● WHAT IS BEING ASKED
Give the data below again exactly as it stands. Omit the pictures.

STUDY MATERIAL: Begin

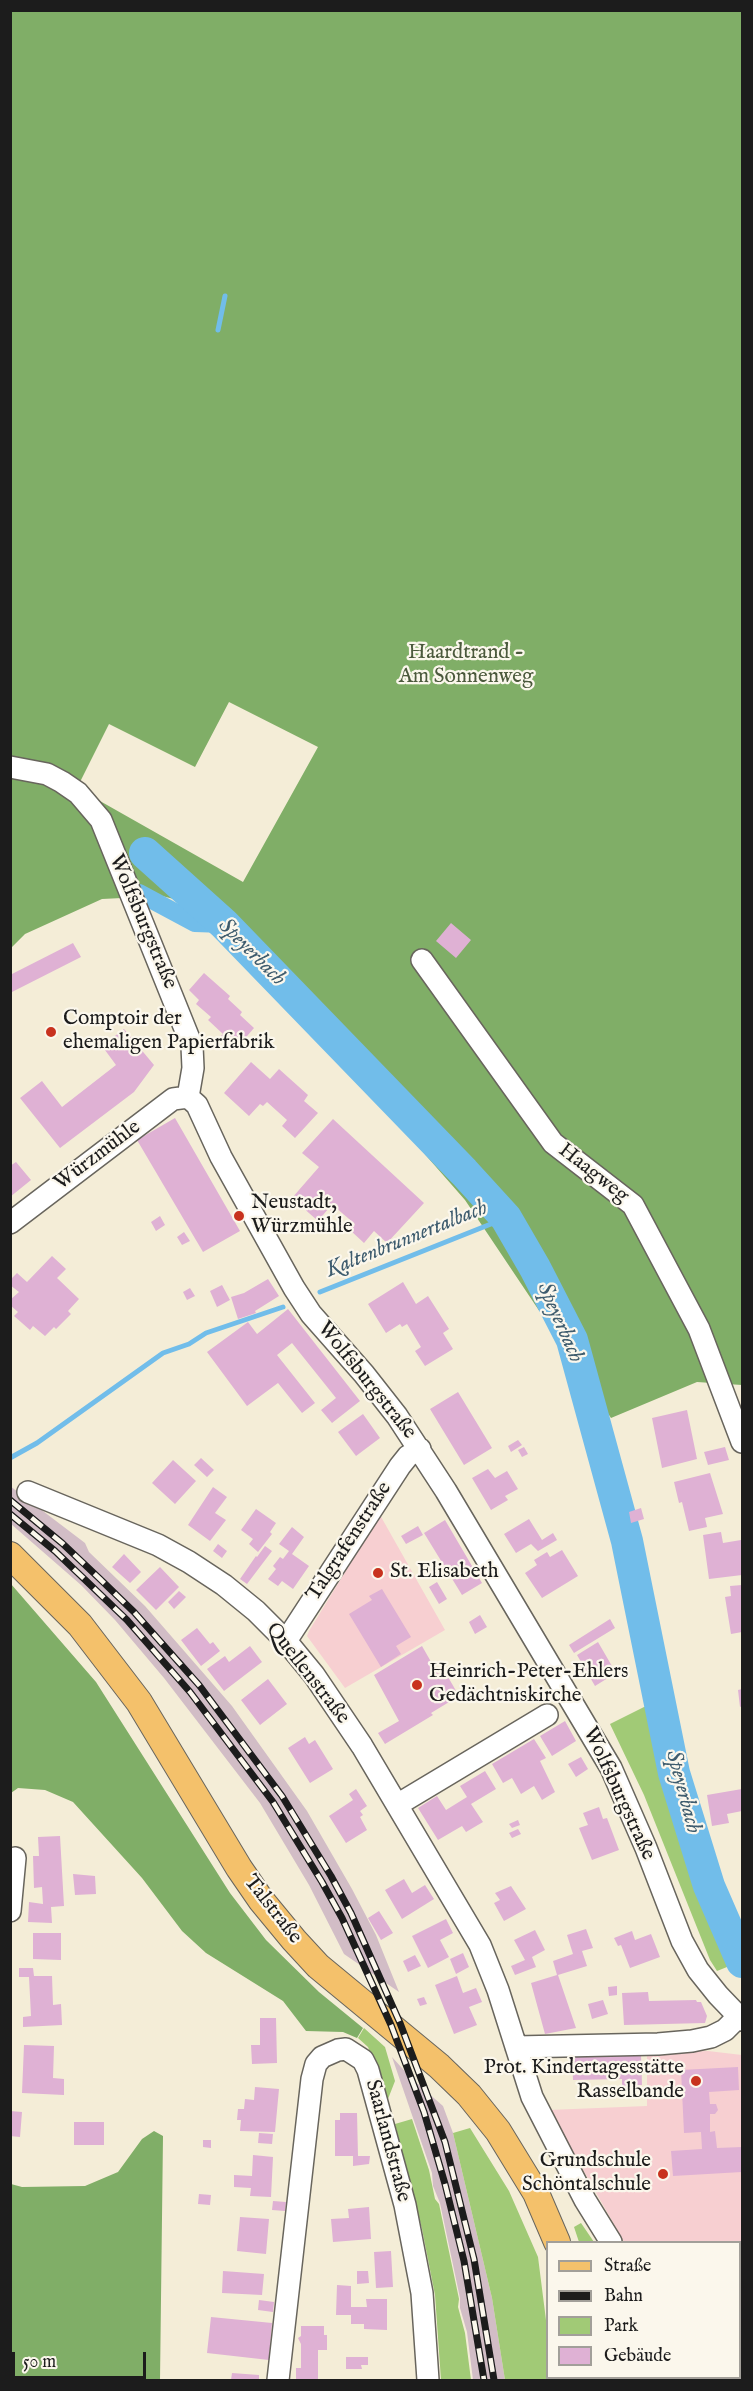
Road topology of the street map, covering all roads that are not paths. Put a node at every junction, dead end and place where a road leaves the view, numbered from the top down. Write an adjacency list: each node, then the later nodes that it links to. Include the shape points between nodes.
1 (10, 767): 3 (street, Wolfsburgstraße, via 47,774 62,782 78,793 101,820 192,1046)
2 (422, 960): 5 (street, Haagweg, via 553,1143 633,1205 699,1329)
3 (188, 1096): 4 (street, Würzmühle, via 173,1099); 6 (street, Wolfsburgstraße, via 197,1105 221,1157 305,1305 364,1374)
4 (10, 1223)
5 (742, 1442)
6 (420, 1449): 9 (street, Talgrafenstraße, via 400,1466); 14 (street, Wolfsburgstraße, via 611,1768 682,1941 698,1970)
7 (28, 1492): 9 (street, Quellenstraße, via 158,1545 189,1562 256,1611)
8 (10, 1555): 16 (main road, Talstraße, via 80,1625 139,1702 239,1868 288,1934 318,1966 439,2066 491,2122 536,2193)
9 (286, 1641): 11 (street, Quellenstraße, via 339,1710)
10 (547, 1714): 11 (street)
11 (398, 1805): 15 (street, Quellenstraße, via 480,1945)
12 (15, 1858): 13 (street)
13 (10, 1911)
14 (740, 2018): 15 (street, via 718,2034 692,2041)
15 (516, 2047): 17 (street, Quellenstraße, via 532,2097)
16 (557, 2241)
17 (610, 2241)
18 (278, 2380): 19 (street, Saarlandstraße, via 312,2079 322,2058 346,2049 363,2060 368,2070 405,2205 422,2293)
19 (428, 2380)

STUDY MATERIAL: End

● ANSWER TO THIS TASK
Road topology of the street map, covering all roads that are not paths. Put a node at every junction, dead end and place where a road leaves the view, numbered from the top down. Write an adjacency list: each node, then the later nodes that it links to. Include the shape points between nodes.
1 (10, 767): 3 (street, Wolfsburgstraße, via 47,774 62,782 78,793 101,820 192,1046)
2 (422, 960): 5 (street, Haagweg, via 553,1143 633,1205 699,1329)
3 (188, 1096): 4 (street, Würzmühle, via 173,1099); 6 (street, Wolfsburgstraße, via 197,1105 221,1157 305,1305 364,1374)
4 (10, 1223)
5 (742, 1442)
6 (420, 1449): 9 (street, Talgrafenstraße, via 400,1466); 14 (street, Wolfsburgstraße, via 611,1768 682,1941 698,1970)
7 (28, 1492): 9 (street, Quellenstraße, via 158,1545 189,1562 256,1611)
8 (10, 1555): 16 (main road, Talstraße, via 80,1625 139,1702 239,1868 288,1934 318,1966 439,2066 491,2122 536,2193)
9 (286, 1641): 11 (street, Quellenstraße, via 339,1710)
10 (547, 1714): 11 (street)
11 (398, 1805): 15 (street, Quellenstraße, via 480,1945)
12 (15, 1858): 13 (street)
13 (10, 1911)
14 (740, 2018): 15 (street, via 718,2034 692,2041)
15 (516, 2047): 17 (street, Quellenstraße, via 532,2097)
16 (557, 2241)
17 (610, 2241)
18 (278, 2380): 19 (street, Saarlandstraße, via 312,2079 322,2058 346,2049 363,2060 368,2070 405,2205 422,2293)
19 (428, 2380)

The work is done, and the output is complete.